### ACTIVITY
Which of the lines below mention the word "card"? Pull each one out.

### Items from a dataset
-----

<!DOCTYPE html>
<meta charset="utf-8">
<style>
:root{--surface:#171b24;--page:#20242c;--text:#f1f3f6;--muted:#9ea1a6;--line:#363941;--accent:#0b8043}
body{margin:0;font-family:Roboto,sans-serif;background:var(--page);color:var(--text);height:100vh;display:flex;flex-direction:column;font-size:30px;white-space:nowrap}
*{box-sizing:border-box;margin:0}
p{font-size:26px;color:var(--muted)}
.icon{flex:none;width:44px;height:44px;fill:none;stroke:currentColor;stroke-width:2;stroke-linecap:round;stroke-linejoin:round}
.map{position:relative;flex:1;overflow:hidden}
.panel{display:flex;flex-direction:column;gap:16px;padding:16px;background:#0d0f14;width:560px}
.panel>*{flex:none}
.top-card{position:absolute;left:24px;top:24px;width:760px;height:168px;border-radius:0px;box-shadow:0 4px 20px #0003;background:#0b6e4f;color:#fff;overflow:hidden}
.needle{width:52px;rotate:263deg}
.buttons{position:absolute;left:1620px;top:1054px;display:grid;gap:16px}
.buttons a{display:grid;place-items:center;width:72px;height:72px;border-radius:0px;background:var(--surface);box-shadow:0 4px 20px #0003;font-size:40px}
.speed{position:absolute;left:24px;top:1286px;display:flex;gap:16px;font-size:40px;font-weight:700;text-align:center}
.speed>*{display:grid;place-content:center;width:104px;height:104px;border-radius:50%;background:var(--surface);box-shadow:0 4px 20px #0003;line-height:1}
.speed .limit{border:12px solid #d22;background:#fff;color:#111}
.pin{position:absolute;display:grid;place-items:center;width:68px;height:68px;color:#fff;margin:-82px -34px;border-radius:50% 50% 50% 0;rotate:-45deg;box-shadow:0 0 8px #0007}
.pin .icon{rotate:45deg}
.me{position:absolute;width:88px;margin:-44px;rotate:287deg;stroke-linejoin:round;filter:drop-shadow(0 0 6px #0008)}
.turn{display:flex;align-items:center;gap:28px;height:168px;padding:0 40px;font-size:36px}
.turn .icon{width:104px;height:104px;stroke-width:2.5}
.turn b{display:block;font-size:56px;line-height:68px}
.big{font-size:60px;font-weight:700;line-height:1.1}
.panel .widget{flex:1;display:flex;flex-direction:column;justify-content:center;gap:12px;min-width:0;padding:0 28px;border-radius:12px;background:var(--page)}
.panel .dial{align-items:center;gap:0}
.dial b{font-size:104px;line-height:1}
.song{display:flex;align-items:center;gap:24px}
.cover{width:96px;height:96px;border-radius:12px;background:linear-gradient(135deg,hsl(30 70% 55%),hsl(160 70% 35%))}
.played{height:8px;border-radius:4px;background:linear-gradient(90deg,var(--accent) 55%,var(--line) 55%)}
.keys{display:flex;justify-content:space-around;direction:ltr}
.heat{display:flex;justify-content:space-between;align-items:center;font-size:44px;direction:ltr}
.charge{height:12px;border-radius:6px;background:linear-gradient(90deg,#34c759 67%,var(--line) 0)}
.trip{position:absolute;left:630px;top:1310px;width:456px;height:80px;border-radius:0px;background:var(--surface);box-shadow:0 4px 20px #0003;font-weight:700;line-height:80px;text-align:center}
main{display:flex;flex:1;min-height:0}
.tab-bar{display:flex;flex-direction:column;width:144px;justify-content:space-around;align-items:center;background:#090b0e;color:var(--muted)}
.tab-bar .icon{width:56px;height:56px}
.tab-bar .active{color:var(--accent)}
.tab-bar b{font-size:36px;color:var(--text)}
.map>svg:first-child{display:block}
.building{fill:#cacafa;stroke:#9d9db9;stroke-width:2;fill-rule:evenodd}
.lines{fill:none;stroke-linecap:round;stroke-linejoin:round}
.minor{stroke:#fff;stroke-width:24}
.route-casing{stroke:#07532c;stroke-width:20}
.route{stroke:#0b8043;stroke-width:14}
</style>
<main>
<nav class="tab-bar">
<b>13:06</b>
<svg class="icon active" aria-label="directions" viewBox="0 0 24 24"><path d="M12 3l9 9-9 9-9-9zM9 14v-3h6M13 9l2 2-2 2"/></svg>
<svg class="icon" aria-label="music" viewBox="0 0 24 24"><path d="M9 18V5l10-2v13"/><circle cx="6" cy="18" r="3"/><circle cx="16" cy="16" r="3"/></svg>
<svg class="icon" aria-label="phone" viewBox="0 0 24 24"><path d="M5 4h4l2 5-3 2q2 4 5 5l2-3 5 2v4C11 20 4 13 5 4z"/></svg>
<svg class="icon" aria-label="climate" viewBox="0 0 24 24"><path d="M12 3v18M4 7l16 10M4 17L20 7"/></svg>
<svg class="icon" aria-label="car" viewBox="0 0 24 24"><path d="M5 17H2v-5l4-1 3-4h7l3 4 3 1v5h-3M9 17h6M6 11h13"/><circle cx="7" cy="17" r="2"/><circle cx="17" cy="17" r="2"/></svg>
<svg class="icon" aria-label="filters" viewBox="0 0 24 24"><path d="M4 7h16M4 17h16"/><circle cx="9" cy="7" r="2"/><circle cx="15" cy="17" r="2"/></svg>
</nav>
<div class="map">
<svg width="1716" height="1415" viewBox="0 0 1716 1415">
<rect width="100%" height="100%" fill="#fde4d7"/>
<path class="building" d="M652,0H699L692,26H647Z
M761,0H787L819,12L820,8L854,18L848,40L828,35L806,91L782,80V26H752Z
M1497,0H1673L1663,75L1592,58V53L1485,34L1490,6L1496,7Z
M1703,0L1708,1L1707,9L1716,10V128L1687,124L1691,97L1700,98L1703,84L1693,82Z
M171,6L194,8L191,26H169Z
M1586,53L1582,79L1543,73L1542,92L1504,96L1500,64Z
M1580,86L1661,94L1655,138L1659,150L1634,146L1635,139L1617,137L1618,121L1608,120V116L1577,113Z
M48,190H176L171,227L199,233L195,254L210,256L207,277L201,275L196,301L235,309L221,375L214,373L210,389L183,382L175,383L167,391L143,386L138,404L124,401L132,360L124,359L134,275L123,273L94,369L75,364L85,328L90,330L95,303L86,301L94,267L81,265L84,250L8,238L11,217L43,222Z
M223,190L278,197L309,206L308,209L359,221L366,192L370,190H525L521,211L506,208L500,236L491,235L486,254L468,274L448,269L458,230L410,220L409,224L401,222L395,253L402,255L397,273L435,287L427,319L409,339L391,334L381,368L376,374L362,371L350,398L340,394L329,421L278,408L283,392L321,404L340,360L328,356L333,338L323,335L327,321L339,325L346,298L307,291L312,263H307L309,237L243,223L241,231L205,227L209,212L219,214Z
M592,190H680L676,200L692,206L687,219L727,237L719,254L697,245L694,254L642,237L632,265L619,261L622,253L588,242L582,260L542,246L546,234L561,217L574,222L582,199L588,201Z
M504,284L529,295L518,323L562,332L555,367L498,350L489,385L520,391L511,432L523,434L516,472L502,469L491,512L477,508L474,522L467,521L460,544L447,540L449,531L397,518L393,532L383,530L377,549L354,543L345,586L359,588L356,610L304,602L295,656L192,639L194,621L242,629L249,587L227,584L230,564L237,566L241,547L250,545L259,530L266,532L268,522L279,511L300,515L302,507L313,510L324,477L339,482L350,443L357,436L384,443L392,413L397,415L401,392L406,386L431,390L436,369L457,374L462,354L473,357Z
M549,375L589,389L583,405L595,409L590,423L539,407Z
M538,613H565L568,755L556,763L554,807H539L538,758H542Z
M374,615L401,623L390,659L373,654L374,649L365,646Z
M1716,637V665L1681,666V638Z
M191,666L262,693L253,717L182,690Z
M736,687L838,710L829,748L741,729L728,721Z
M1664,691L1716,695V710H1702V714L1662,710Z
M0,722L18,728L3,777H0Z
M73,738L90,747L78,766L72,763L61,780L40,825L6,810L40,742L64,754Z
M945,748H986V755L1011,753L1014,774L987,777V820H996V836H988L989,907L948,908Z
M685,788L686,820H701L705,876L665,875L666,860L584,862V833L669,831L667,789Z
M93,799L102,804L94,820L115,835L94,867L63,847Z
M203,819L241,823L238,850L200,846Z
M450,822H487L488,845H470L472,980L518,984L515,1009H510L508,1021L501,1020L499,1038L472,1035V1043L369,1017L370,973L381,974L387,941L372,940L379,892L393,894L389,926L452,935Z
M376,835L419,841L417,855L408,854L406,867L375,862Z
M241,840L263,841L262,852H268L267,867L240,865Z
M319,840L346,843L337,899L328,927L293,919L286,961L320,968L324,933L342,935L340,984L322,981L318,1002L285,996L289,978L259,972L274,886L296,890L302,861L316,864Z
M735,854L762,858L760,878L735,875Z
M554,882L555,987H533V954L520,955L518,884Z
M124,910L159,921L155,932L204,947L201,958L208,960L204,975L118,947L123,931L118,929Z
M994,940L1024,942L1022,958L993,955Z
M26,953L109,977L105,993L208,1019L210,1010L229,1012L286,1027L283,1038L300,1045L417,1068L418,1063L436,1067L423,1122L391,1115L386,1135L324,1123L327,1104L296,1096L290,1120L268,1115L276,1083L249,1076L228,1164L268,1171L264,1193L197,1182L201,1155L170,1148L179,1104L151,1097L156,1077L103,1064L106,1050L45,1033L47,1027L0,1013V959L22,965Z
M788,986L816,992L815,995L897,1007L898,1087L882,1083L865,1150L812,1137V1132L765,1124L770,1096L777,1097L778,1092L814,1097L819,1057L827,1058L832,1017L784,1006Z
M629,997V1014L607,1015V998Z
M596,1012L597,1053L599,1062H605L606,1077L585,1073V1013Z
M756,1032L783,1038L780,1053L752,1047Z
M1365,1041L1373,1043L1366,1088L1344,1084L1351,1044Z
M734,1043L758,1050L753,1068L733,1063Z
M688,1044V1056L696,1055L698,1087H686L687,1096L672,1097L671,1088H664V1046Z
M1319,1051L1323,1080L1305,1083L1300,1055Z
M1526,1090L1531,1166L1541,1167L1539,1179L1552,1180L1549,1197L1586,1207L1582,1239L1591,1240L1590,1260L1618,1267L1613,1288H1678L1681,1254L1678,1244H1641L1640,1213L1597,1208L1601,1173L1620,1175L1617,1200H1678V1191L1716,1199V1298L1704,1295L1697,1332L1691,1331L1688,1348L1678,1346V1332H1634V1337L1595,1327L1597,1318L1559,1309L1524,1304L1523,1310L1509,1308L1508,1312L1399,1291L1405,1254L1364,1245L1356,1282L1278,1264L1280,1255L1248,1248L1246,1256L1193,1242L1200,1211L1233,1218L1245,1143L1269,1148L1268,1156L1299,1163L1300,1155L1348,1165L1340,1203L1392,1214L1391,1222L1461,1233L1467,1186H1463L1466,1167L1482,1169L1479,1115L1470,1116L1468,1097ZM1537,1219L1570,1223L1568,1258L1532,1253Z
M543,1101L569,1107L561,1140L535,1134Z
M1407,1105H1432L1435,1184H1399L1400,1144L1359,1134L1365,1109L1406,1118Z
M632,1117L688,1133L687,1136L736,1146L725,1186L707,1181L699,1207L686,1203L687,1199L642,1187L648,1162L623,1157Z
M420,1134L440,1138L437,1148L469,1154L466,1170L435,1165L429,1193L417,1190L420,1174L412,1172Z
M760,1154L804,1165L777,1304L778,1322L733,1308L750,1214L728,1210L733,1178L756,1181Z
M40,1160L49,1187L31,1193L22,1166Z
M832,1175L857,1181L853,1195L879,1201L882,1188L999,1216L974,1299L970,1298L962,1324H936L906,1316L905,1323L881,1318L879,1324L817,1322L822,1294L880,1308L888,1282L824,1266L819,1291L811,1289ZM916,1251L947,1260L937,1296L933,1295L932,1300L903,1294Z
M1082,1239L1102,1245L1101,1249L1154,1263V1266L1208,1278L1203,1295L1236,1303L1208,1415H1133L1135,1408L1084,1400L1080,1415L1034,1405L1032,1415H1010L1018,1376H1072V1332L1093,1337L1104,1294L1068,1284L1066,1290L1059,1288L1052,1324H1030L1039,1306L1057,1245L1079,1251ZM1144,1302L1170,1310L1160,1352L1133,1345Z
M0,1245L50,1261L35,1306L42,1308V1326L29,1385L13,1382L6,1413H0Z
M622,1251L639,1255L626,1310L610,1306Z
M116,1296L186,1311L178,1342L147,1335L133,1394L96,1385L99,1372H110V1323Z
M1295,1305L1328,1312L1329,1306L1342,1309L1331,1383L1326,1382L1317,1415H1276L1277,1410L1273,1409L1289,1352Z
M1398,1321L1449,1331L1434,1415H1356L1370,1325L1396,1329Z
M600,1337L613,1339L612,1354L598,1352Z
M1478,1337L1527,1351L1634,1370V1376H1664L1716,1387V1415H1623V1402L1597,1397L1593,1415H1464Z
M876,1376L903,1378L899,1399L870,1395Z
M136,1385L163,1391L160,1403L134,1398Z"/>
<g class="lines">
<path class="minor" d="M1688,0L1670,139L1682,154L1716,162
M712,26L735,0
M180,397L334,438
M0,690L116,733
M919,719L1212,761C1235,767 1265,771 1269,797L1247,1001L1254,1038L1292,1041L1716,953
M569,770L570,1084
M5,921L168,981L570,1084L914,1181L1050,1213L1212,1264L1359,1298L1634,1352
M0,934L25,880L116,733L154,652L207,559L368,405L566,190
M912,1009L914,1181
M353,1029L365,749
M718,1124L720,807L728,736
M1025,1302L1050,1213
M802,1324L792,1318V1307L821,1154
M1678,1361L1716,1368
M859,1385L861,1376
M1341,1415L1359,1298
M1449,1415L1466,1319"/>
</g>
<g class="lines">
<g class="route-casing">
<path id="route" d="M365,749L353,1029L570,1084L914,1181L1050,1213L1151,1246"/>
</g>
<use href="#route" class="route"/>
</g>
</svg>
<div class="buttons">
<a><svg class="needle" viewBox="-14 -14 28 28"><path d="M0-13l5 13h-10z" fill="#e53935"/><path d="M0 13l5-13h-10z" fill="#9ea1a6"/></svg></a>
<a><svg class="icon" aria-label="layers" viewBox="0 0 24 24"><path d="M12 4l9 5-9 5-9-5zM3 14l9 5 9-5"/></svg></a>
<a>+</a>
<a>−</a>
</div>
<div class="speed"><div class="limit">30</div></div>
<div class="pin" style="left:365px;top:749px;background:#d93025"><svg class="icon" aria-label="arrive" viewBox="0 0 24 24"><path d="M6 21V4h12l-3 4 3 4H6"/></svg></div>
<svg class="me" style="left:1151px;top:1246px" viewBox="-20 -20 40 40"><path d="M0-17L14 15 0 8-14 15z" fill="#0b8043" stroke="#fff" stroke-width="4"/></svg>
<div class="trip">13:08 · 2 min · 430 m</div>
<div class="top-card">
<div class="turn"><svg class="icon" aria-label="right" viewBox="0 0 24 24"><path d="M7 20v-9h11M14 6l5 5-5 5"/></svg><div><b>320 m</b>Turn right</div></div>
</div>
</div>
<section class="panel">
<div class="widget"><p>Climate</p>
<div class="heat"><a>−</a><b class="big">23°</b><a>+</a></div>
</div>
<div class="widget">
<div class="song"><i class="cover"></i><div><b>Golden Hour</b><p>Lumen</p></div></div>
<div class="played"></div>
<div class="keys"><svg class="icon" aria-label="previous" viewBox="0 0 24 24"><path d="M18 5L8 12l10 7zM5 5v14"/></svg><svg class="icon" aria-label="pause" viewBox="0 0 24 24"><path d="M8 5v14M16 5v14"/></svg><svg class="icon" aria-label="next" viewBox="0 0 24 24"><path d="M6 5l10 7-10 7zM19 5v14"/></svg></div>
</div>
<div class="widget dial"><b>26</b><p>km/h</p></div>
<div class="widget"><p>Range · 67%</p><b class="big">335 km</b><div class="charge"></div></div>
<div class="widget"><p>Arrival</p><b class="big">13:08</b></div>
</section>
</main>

-----

### OUTPUT BELOW
.top-card{position:absolute;left:24px;top:24px;width:760px;height:168px;border-radius:0px;box-shadow:0 4px 20px #0003;background:#0b6e4f;color:#fff;overflow:hidden}
<div class="top-card">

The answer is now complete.